Генерал Власов: Русские и немцы между Гитлером и Сталиным
  • Текст добавлен: 24 сентября 2016, 02:40

Текст книги "Генерал Власов: Русские и немцы между Гитлером и Сталиным"


Автор книги: Сергей Фрёлих



сообщить о нарушении

Текущая страница: 21 (всего у книги 32 страниц)

Парламентеры переходят линию фронта

Что же произойдет с Русским Освободительным Движением после капитуляции Германии?

Вплоть до, самого младшего офицера все убеждены, что начнется конфликт между Западом и Востоком. Ведь западные державы являются политическими противниками большевиков! – так тогда считали. Никто не верил тому, что они не учитывали опасности коммунизма для Европы и всего мира. Господствовала только неясность: возникнет ли такой конфликт сразу же, как только советские и союзные войска соприкоснутся, или через несколько месяцев. Чтобы установить связь со штабами союзников, высылаются, по приказу Власова, парламентеры или прилагаются усилия, чтобы фронт перекатился через уполномоченных. Снабженные доверенностью КОНРа они в тылу продвигающихся англо-американских частей должны вести переговоры о капитуляции частей РОА. При этом единственным условием, которое они должны ставить, был отказ от выдачи этих частей советчикам.

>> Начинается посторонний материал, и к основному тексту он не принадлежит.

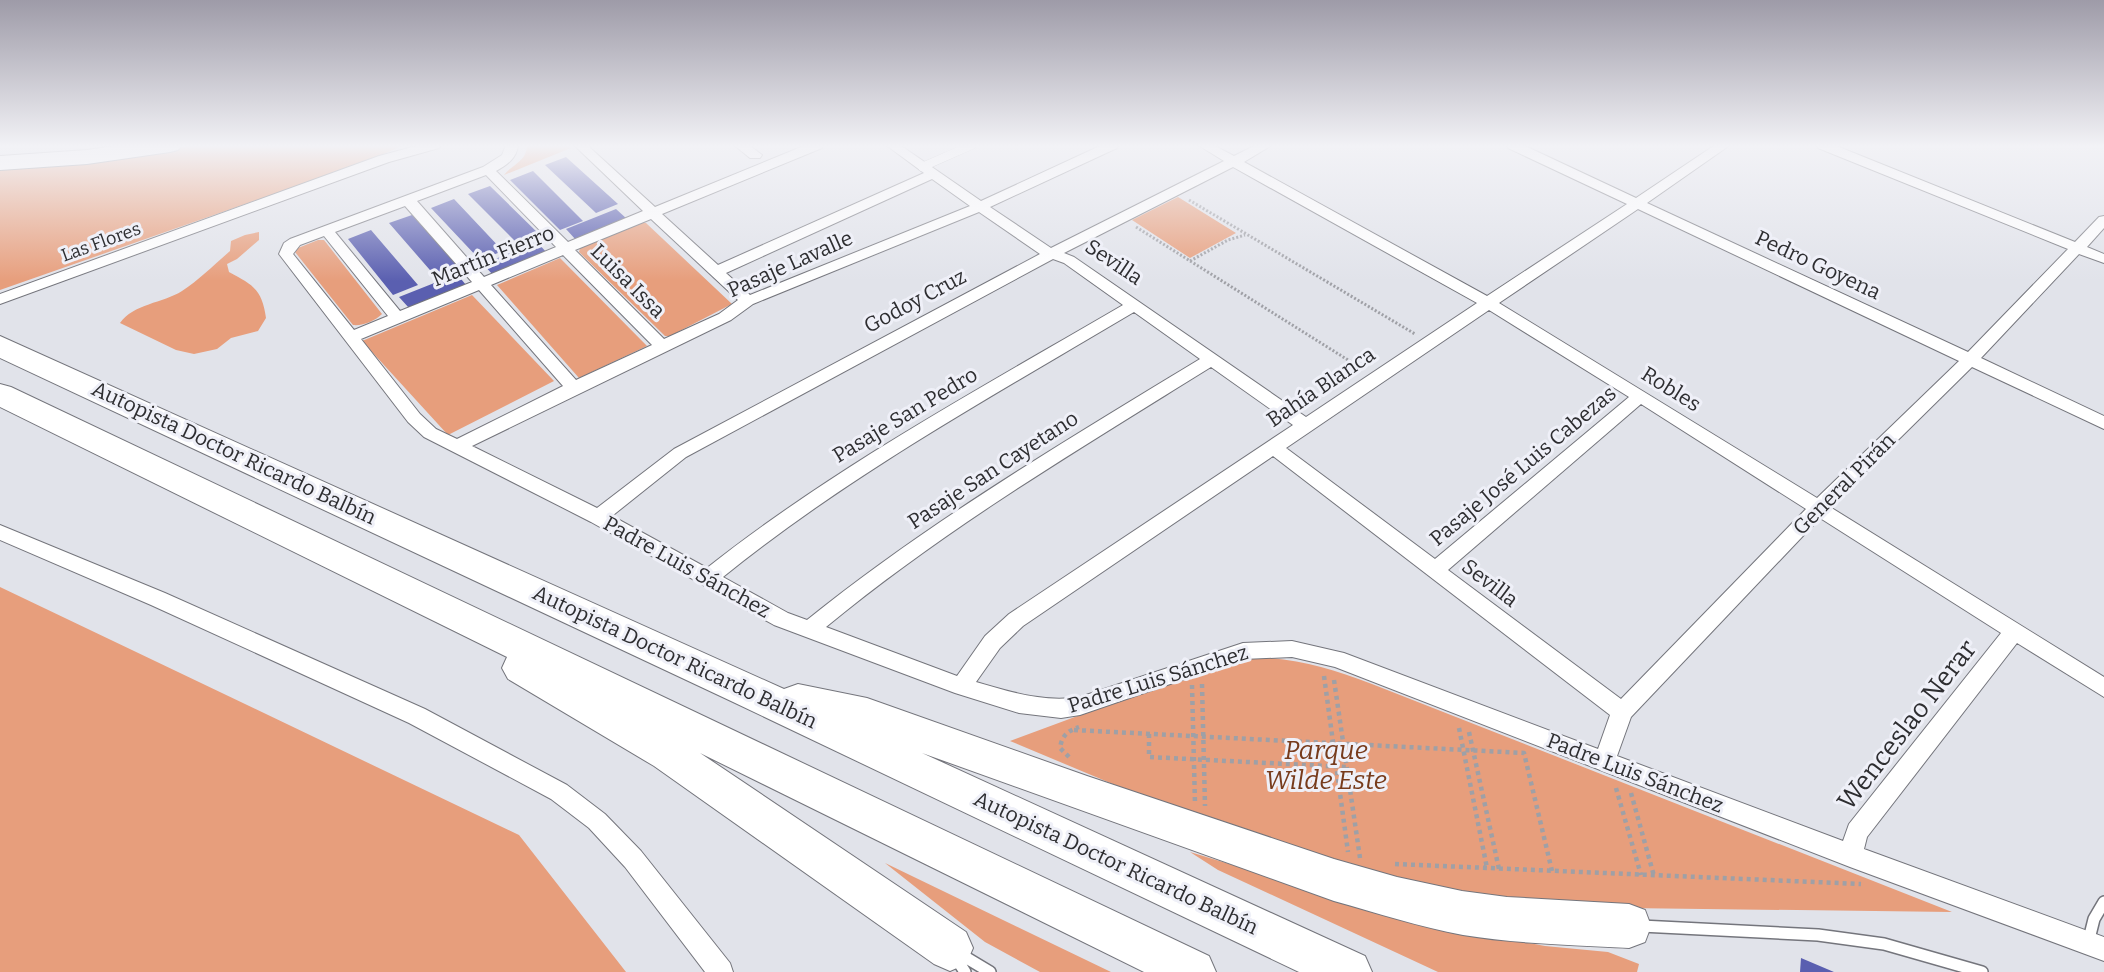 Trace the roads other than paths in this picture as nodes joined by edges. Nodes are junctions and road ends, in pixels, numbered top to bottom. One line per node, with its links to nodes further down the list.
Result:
1 (298, 190): 26 (street, Las Flores)
2 (431, 190): 14 (street)
3 (508, 190): 21 (street, Luisa Issa)
4 (627, 190): 17 (street)
5 (708, 190): 17 (street, Martín Fierro)
6 (887, 190): 24 (street)
7 (957, 190): 16 (street, Sevilla)
8 (1014, 190): 16 (street, Pasaje Lavalle)
9 (1176, 190): 22 (street, Godoy Cruz)
10 (1286, 190): 28 (street, Robles)
11 (1609, 190): 15 (street, Pedro Goyena)
12 (1658, 190): 15 (street, Bahía Blanca)
13 (1935, 190): 20 (street)
14 (407, 199): 19 (street); 25 (street)
15 (1638, 204): 28 (street, Bahía Blanca); 35 (street, Pedro Goyena)
16 (980, 206): 22 (street, Sevilla); 27 (street, Pasaje Lavalle)
17 (651, 214): 21 (street, Martín Fierro); 24 (street)
18 (2104, 220): 20 (street, General Pirán)
19 (326, 230): 30 (street); 31 (street, Padre Luis Sánchez)
20 (2077, 248): 23 (street); 35 (street, General Pirán)
21 (567, 249): 25 (street, Martín Fierro); 33 (street, Luisa Issa)
22 (1052, 254): 29 (street, Sevilla); 44 (street, Godoy Cruz)
23 (2104, 259)
24 (716, 272): 27 (street)
25 (483, 284): 30 (street, Martín Fierro); 36 (street)
26 (0, 299)
27 (748, 301): 33 (street, Pasaje Lavalle)
28 (1488, 303): 38 (street, Robles); 40 (street, Bahía Blanca)
29 (1135, 306): 34 (street, Sevilla); 47 (street, Pasaje San Pedro)
30 (398, 318): 31 (street, Martín Fierro)
31 (351, 337): 41 (street, Padre Luis Sánchez)
32 (0, 346): 53 (highway, Autopista Doctor Ricardo Balbín)
33 (662, 346): 36 (street, Pasaje Lavalle)
34 (1210, 360): 40 (street, Sevilla); 49 (street, Pasaje San Cayetano)
35 (1970, 360): 39 (street, Pedro Goyena); 43 (street, General Pirán)
36 (574, 388): 41 (street, Pasaje Lavalle)
37 (0, 394): 48 (highway)
38 (1640, 396): 43 (street, Robles); 46 (street, Pasaje José Luis Cabezas)
39 (2104, 423)
40 (1305, 424): 42 (street, Bahía Blanca)
41 (458, 447): 44 (street, Padre Luis Sánchez)
42 (1273, 447): 46 (street, Sevilla); 51 (street, Bahía Blanca)
43 (1818, 508): 50 (street, Robles); 54 (street, General Pirán)
44 (598, 517): 47 (street, Padre Luis Sánchez)
45 (0, 532): 62 (street)
46 (1434, 571): 54 (street, Sevilla)
47 (708, 578): 49 (street, Padre Luis Sánchez)
48 (452, 613): 60 (highway); 64 (highway)
49 (809, 630): 51 (street, Padre Luis Sánchez)
50 (2014, 632): 52 (street, Robles); 56 (street, Wenceslao Nerar)
51 (962, 687): 55 (street, Padre Luis Sánchez)
52 (2104, 688)
53 (745, 689): 58 (highway); 65 (highway, Autopista Doctor Ricardo Balbín)
54 (1622, 712): 55 (street, General Pirán)
55 (1605, 760): 56 (street, Padre Luis Sánchez)
56 (1848, 866): 59 (street, Padre Luis Sánchez)
57 (2104, 902): 59 (lane)
58 (1629, 926): 61 (lane)
59 (2096, 946)
60 (957, 960): 63 (lane)
61 (1955, 968): 66 (lane)
62 (721, 972)
63 (990, 972)
64 (1193, 972)
65 (1349, 972)
66 (1982, 972)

В связи с посылкой парламентеров через линию фронта, пришлось думать о том, чтобы перевести армию Власова в круг ответственности немецкого вермахта, так как считалось, что представители СС будут не в состоянии вести переговоры с союзниками. Поэтому ставка была сделана на генерала Ашенбреннера, как уполномоченного немецкого генерала при КОНРе, и думали о том, как заменить Крёгера капитаном Оберлендером. Чтобы выполнить этот план, требовалась большая осторожность при переговорах. Кому-то надо было их вести, и так как я при перемещении власовского штаба из Карлсбада в Фюссен явился в штаб Ашенбреннера в Мариенбаде, то, естественно, и стал одни из участников.

Власов был оповещен о нашем замысле, точно так же, как и генерал Малышкин. Моим партнером в переговорах со стороны СС был оберфюрер Крёгер. Он проживал вместе со штабом Власова в парк-отеле «Ричмонд» в Карлсбаде. Генерал Ашенбреннер тоже жил в большой гостинице поблизости. Оба они, Крёгер и Ашенбреннер, не доверяли друг другу и избегали личного общения. Я курсировал между двумя лагерями. В конце концов я подал Крёгеру мысль, чтобы Ашенбреннер как представитель немецкого Вермахта принял руководство (с чем были согласны Власов и Малышкин) и чтобы представители СС ему подчинились. Одновременно с этим следует подумать о том, чтобы переменить форму членов СС и особенно «Специального штаба Ост». Союзники скорее допустят их к переговорам в форме немецких ВВС. Я уже это проделал по собственному почину и носил форму капитана немецких ВВС с красными петлицами зенитной артиллерии. К тому же у меня имелась соответствующая книжка зарплаты на имя капитана в отставке.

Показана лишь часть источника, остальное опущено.